Here, we have several concepts jostling for mind-space.
On the one hand, there is the atavistic look-back at what the British called the LRDG - the Long Range Desert Groups, basically Tommies on light four wheel drives looping around the southern flank of both sets of combatants in the desert, and striking unwary and unguarded assets on their right flank. If very lucky, on their left flank as well. That is possible - was possible - in the African desert north of the main Sahara, with its stony soil punctuated by basins of deep sand that swallow up vehicles and soldiers alike - not quicksand, just a smart-alecky way of saying the distances were considerable.
This doesn't work in the Thar. The sand is of a different composition and does not encourage chuntering around looking for trouble. It does encourage camel-based warfare, but somehow I don't see in my mind's eye the XVII Camel Corps giving the enemy any trouble.
It particularly doesn't work, unless someone has screwed up and not patrolled far enough, patrolled long enough, or sorted out the patrol photographs and put them up for photo-interpretation day before yesterday. Day before yesterday in the military lands up with Hannibal, nothing beyond 'now' attracts the normal military attention.

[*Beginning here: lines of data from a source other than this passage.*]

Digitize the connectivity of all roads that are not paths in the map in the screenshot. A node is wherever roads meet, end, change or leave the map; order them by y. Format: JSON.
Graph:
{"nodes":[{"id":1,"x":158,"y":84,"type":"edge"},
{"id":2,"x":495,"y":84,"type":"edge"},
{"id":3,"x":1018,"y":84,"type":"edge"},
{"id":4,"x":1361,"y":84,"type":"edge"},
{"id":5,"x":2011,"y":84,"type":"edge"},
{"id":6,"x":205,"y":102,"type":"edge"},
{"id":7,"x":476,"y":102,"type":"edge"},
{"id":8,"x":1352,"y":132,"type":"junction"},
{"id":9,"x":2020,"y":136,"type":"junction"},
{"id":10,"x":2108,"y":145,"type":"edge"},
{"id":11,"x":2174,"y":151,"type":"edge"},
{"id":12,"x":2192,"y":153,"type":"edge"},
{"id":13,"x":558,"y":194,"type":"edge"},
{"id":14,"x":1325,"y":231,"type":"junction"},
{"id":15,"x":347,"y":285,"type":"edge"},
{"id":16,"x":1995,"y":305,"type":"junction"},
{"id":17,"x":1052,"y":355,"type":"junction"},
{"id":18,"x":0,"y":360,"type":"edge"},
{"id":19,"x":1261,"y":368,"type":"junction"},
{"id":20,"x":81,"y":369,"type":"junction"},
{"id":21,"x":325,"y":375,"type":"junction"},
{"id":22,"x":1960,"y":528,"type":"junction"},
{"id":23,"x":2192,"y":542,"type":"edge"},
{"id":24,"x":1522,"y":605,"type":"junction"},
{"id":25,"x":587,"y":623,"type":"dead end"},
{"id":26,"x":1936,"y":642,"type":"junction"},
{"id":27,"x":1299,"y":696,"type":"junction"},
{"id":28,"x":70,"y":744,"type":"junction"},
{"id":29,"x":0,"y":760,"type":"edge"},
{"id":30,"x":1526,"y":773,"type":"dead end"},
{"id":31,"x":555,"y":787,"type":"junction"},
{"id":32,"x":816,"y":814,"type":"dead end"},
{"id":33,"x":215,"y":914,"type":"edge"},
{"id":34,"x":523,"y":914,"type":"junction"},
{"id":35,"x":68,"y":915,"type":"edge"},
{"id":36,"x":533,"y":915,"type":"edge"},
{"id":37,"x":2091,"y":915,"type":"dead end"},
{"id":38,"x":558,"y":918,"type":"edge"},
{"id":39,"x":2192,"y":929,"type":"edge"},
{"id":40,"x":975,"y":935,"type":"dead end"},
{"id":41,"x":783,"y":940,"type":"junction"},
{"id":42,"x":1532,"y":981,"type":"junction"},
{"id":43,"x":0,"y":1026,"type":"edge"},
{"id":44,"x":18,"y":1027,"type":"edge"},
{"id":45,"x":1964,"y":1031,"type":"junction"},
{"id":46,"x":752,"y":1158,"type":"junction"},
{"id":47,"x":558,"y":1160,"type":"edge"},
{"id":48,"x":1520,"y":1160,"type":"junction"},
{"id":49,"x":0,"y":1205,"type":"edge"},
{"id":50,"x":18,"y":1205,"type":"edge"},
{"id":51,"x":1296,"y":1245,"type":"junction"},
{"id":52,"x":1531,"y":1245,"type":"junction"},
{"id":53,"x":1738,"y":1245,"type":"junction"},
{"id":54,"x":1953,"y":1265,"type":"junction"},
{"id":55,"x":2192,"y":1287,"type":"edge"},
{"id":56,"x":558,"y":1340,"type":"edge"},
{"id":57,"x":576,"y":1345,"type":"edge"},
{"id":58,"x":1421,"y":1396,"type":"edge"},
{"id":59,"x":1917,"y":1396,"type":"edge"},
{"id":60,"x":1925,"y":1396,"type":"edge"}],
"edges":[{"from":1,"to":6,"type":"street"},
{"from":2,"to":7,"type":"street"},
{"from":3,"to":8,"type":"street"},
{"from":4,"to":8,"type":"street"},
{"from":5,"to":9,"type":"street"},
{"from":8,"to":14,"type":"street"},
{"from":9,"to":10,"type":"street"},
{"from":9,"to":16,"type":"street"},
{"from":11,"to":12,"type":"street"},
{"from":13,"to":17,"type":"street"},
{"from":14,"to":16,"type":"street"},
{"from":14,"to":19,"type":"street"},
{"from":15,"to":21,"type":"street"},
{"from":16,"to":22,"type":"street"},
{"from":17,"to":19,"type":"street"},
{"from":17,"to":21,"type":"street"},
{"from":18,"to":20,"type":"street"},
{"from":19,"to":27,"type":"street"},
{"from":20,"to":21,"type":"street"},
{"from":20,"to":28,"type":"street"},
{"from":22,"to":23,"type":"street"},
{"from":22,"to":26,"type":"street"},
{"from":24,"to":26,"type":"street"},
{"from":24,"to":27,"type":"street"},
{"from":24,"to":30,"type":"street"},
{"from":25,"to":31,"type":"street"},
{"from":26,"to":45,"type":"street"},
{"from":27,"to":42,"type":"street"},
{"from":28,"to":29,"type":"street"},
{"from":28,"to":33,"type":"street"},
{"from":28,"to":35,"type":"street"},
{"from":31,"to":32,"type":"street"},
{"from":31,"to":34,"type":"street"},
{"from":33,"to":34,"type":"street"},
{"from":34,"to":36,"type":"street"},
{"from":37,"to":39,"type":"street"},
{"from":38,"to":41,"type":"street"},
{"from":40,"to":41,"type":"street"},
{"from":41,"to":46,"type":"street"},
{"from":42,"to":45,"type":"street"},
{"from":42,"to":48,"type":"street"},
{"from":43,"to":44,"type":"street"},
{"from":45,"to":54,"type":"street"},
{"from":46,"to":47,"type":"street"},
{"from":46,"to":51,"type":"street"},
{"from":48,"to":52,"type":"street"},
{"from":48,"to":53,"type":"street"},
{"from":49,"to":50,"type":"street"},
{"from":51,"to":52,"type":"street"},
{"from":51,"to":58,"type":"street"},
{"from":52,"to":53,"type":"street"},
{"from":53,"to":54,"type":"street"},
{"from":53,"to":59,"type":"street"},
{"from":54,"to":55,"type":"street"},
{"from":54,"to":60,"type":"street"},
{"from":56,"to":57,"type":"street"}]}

On the second hand, there is that wishful PBI thought that keeps coming up again and again and again, that some big steel monster would turn up to crouch behind, and keep the other guy skipped around with a storm of shell and shot. First, it was the Gatling Gun, without the comfort of cover behind a steel body; then the unmistakable round barrel of the water-cooled Lewis gun, on to the Rolls Royce armoured cars so beloved of the Lawrence of Lawrence of Arabia, until the tank appeared. Then onwards, there was the constant conflict between the fast-moving armoured column, sweeping around obstacles, moving with great speed, assisted on its way by lethal close air support, and the slow, reliable monster that the infantry could walk beside, and could fool itself into thinking that the bulk of steel represented safety.
Again, South Asian armies have to do their homework, if they are to survive to do their classwork. They need to work out what their doctrine will be, in fact, they need to figure out if there will be one all-encompassing doctrine or different ones for different war-conditions, and consequently different inventories of soldiers, weapons and vehicles. Sweeping lunges by armoured formations have never really been tried, and where they were tried in embryo, the numbers were so small that even a comprehensive victory would have given the winning side a possible opening to the other people's jugular.
So the second conflicted concept is the question of how to use armoured vehicles, at high speed to run around the enemy's flanks, or steadily advance guiding groups of foot-weary soldiers.
The third is of protection. Walls of steel normally calm down men who are sheltering behind it, until the opposition finds the weaknesses and outlines them with a few, well-aimed shots. Sadly, even a heavily armoured battle tank cannot offer invulnerability. Consider the amount of protection of armoured vehicles; at their designed level of protecting the occupants against a reasonable chance of heated shrapnel or medium machine guns, that leaves us with an extremely fragile armoured vehicle.